> [WHAT THE TASK REQUIRES]
When the string "Densham" is part of a line below, that line should be copied.

··· GIVEN ENTRIES

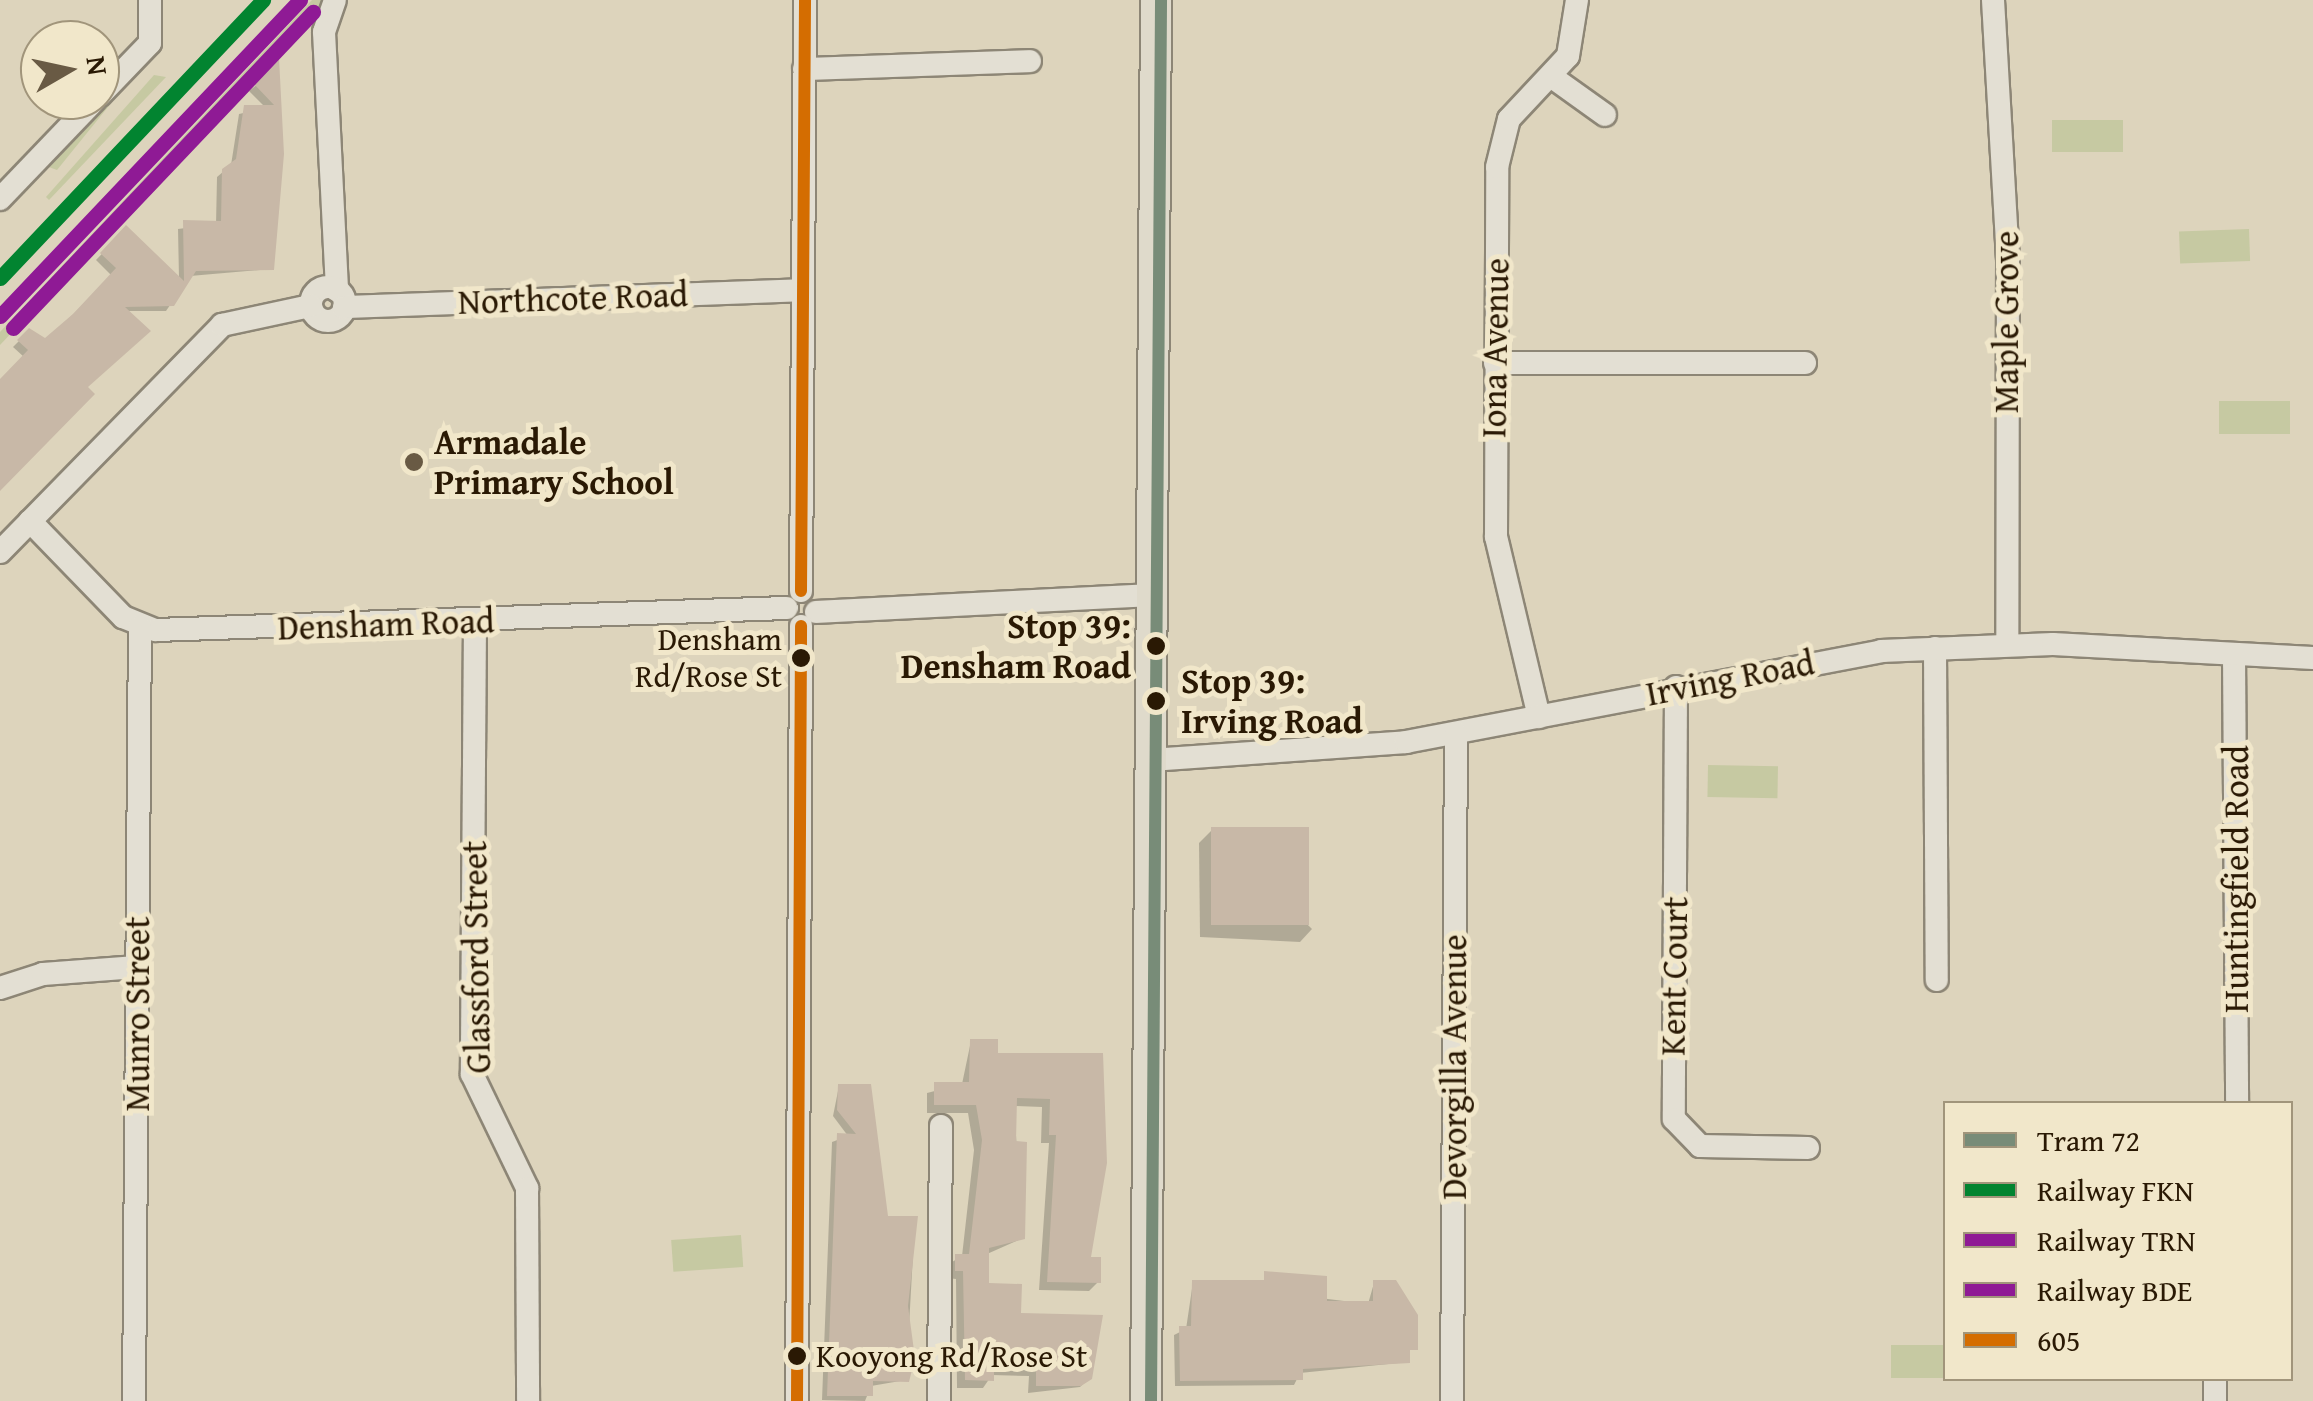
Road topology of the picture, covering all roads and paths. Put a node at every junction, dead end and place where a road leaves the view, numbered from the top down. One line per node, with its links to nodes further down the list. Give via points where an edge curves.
1 (150, 0): 9 (street, via 150,43)
2 (805, 0): 8 (street)
3 (1156, 0): 20 (main road)
4 (1577, 0): 10 (street, Iona Avenue, via 1572,45)
5 (1992, 0): 24 (street, Maple Grove, via 2008,260)
6 (339, 7): 15 (street, via 329,47)
7 (1030, 62): 8 (street)
8 (804, 69): 14 (street)
9 (120, 74)
10 (1552, 77): 11 (street); 16 (street, Iona Avenue, via 1517,107 1500,138)
11 (1605, 115)
12 (76, 120): 13 (street)
13 (0, 199)
14 (803, 290): 15 (street, Northcote Road); 21 (street)
15 (328, 298): 18 (street, Northcote Road, via 222,325)
16 (1494, 362): 17 (street); 29 (street, Iona Avenue, via 1496,537)
17 (1804, 363)
18 (30, 521): 19 (street, Northcote Road); 23 (street)
19 (0, 552)
20 (1152, 595): 21 (street, Densham Road); 31 (main road)
21 (801, 609): 22 (street, Densham Road); 40 (street)
22 (475, 621): 23 (street, Densham Road); 39 (street, Glassford Street, via 472,1074 526,1188)
23 (140, 626): 32 (street, Munro Street)
24 (2007, 644): 25 (street, Irving Road); 26 (street, Irving Road)
25 (1935, 648): 28 (street, Irving Road); 33 (street)
26 (2234, 654): 27 (street, Irving Road); 35 (street, Huntingfield Road)
27 (2313, 658)
28 (1676, 687): 29 (street, Irving Road); 37 (street, Kent Court, via 1674,1119 1700,1146)
29 (1539, 717): 30 (street, Irving Road)
30 (1456, 734): 31 (street, Irving Road); 43 (street, Devorgilla Avenue)
31 (1151, 760): 42 (main road)
32 (137, 967): 34 (street, via 43,974); 38 (street, Munro Street)
33 (1937, 980)
34 (0, 988)
35 (2237, 1101)
36 (941, 1126): 41 (street)
37 (1808, 1148)
38 (134, 1401)
39 (528, 1401)
40 (797, 1401)
41 (939, 1401)
42 (1146, 1401)
43 (1452, 1401)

······

> [RESPONSE]
20 (1152, 595): 21 (street, Densham Road); 31 (main road)
21 (801, 609): 22 (street, Densham Road); 40 (street)
22 (475, 621): 23 (street, Densham Road); 39 (street, Glassford Street, via 472,1074 526,1188)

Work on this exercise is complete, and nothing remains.